This notebook demonstrates how to use the `lonboard` library to visualize iSamples data. It covers loading the data, cleaning it, and creating an interactive map with various controls.



## Table of Contents

1. [Setup and Imports](#Setup-and-Imports)
2. [Load Data](#Load-Data)
3. [Data Exploration with Ibis](#Data-Exploration-with-Ibis)
4. [Data Cleaning and Preparation](#Data-Cleaning-and-Preparation)
5. [Interactive Map](#Interactive-Map)


In [4]:
from pathlib import Path

import requests

import numpy as np
import matplotlib.pyplot as plt
import geopandas as gpd
import pandas as pd
import shapely
from palettable.colorbrewer.diverging import BrBG_10
# from sidecar import Sidecar

from lonboard import Map, ScatterplotLayer
from lonboard.colormap import apply_continuous_cmap

import ibis

import ipywidgets as widgets
from IPython.display import display
from ipywidgets import Layout, Button, HBox, VBox, HTML
from ipywidgets import Output, HTMLMath


<a id='Setup-and-Imports'></a>
## 1. Setup and Imports


Two files to analyze:

* [iSamples Complete Export Dataset - April 2025](https://zenodo.org/records/15278211)

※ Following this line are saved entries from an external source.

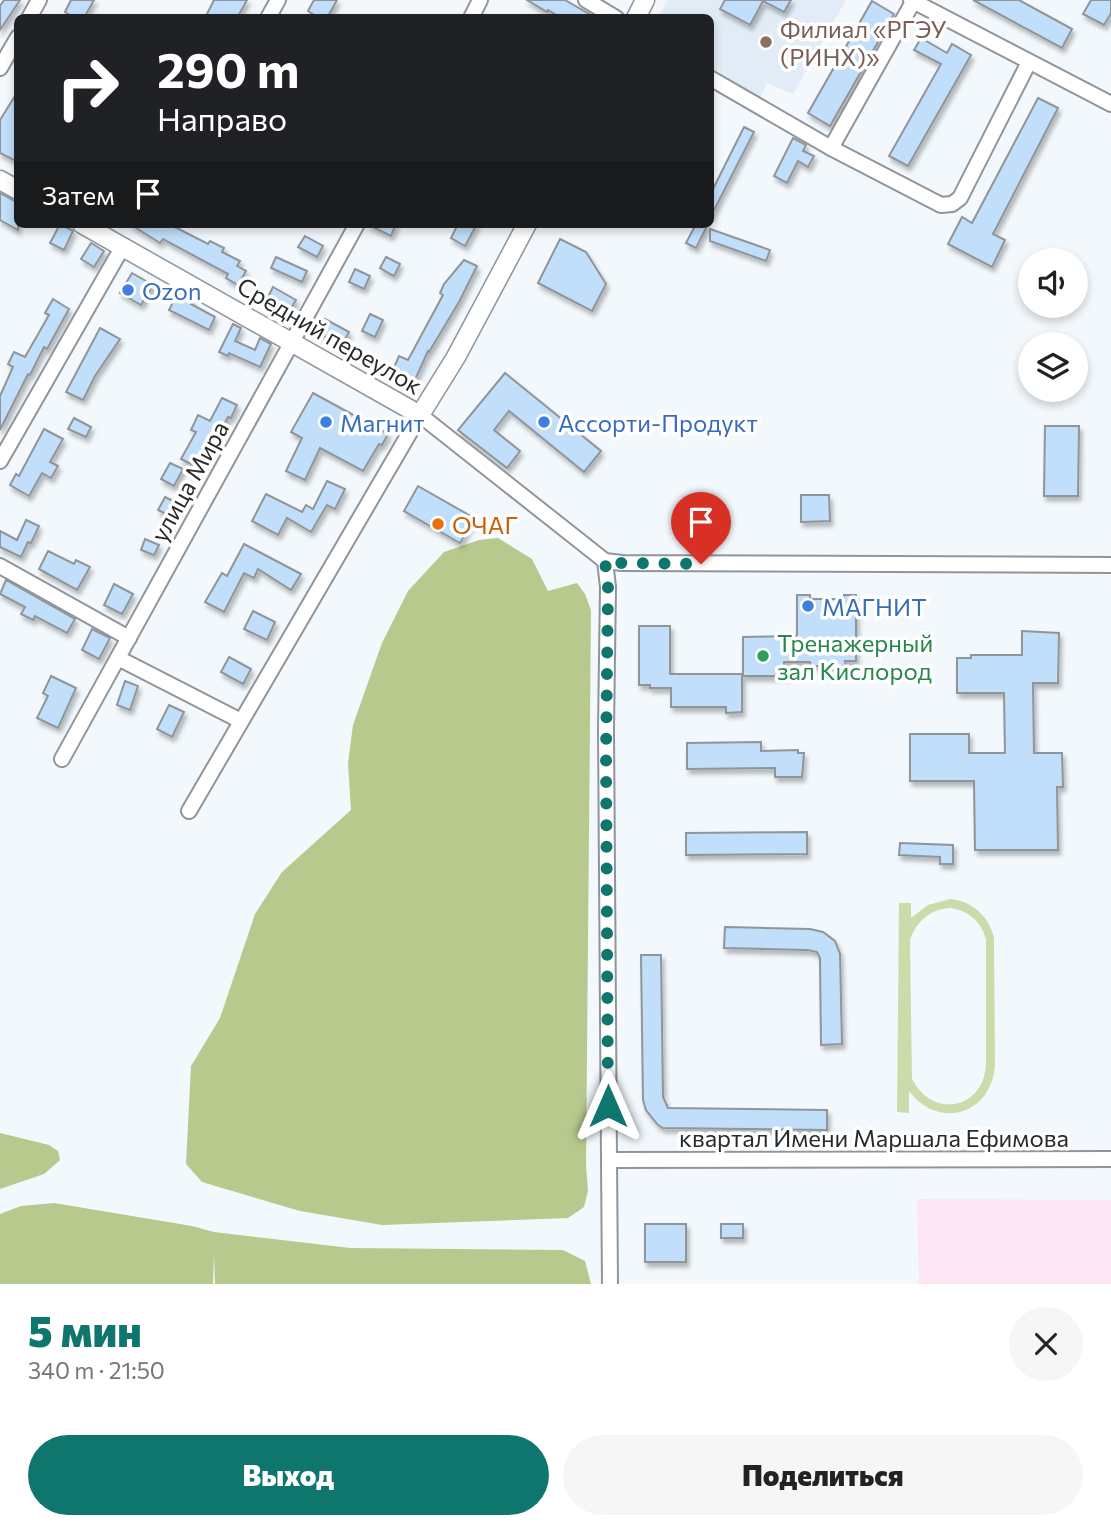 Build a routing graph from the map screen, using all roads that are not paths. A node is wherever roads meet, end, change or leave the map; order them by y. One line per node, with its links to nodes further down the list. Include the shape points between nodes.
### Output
1 (586, 0): 3 (street)
2 (912, 1): 5 (street); 9 (street)
3 (609, 14)
4 (14, 44): 6 (street)
5 (1029, 62): 8 (street); 9 (street, via 960,198 951,204 930,201)
6 (0, 68)
7 (714, 80): 9 (street)
8 (1111, 104)
9 (831, 148)
10 (89, 228): 13 (street, Средний переулок)
11 (355, 228): 14 (street, улица Мира)
12 (525, 228): 15 (street)
13 (123, 246): 14 (street, Средний переулок); 16 (street)
14 (292, 341): 15 (street, Средний переулок); 20 (street, улица Мира)
15 (420, 415): 17 (street, Средний переулок); 22 (street)
16 (0, 461)
17 (605, 561): 18 (street); 26 (street)
18 (1111, 565)
19 (0, 566): 20 (street)
20 (129, 638): 21 (street, улица Мира)
21 (118, 658): 22 (street); 23 (street, улица Мира)
22 (241, 721): 24 (street)
23 (62, 759)
24 (189, 811)
25 (1111, 1159): 26 (street, квартал Имени Маршала Ефимова)
26 (609, 1160): 27 (street)
27 (610, 1284) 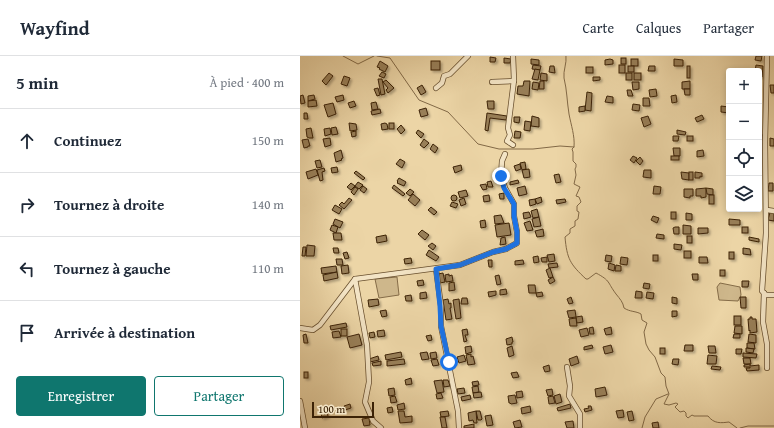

* [Open Context Database SQL Dump and Parquet Exports](https://zenodo.org/records/15732000) -- [https://zenodo.org/records/15732000](https://zenodo.org/records/15732000) 



In [5]:
# local_path = Path("/Users/raymondyee/Data/iSample/2025_02_20_10_30_49/isamples_export_2025_02_20_10_30_49_geo.parquet")
# local_path = Path("/Users/raymondyee/Data/iSample/OPENCONTEXT.parquet")
# local_path = Path("/Users/raymondyee/Data/iSample/pqg_refining/oc_isamples_pqg.parquet")
# LOCAL_PATH = "isamples_export_2025_04_21_16_23_46_geo.parquet"
LOCAL_PATH = "/Users/raymondyee/Data/iSample/2025_04_21_16_23_46/isamples_export_2025_04_21_16_23_46_geo.parquet"
local_path = Path(LOCAL_PATH)
if not local_path.exists():
    remote_url = "https://zenodo.org/records/15278211/files/isamples_export_2025_04_21_16_23_46_geo.parquet"
    # retrieve the file and store to local_path
    response = requests.get(remote_url)
    with open(local_path, 'wb') as file:
        file.write(response.content)
    
    


<a id='Load-Data'></a>
## 2. Load Data


In [6]:
# write out some info about the local file
# how big is it?
print(f"Local file: {local_path}")
print(f"File size: {local_path.stat().st_size / 1024 / 1024:.2f} MB")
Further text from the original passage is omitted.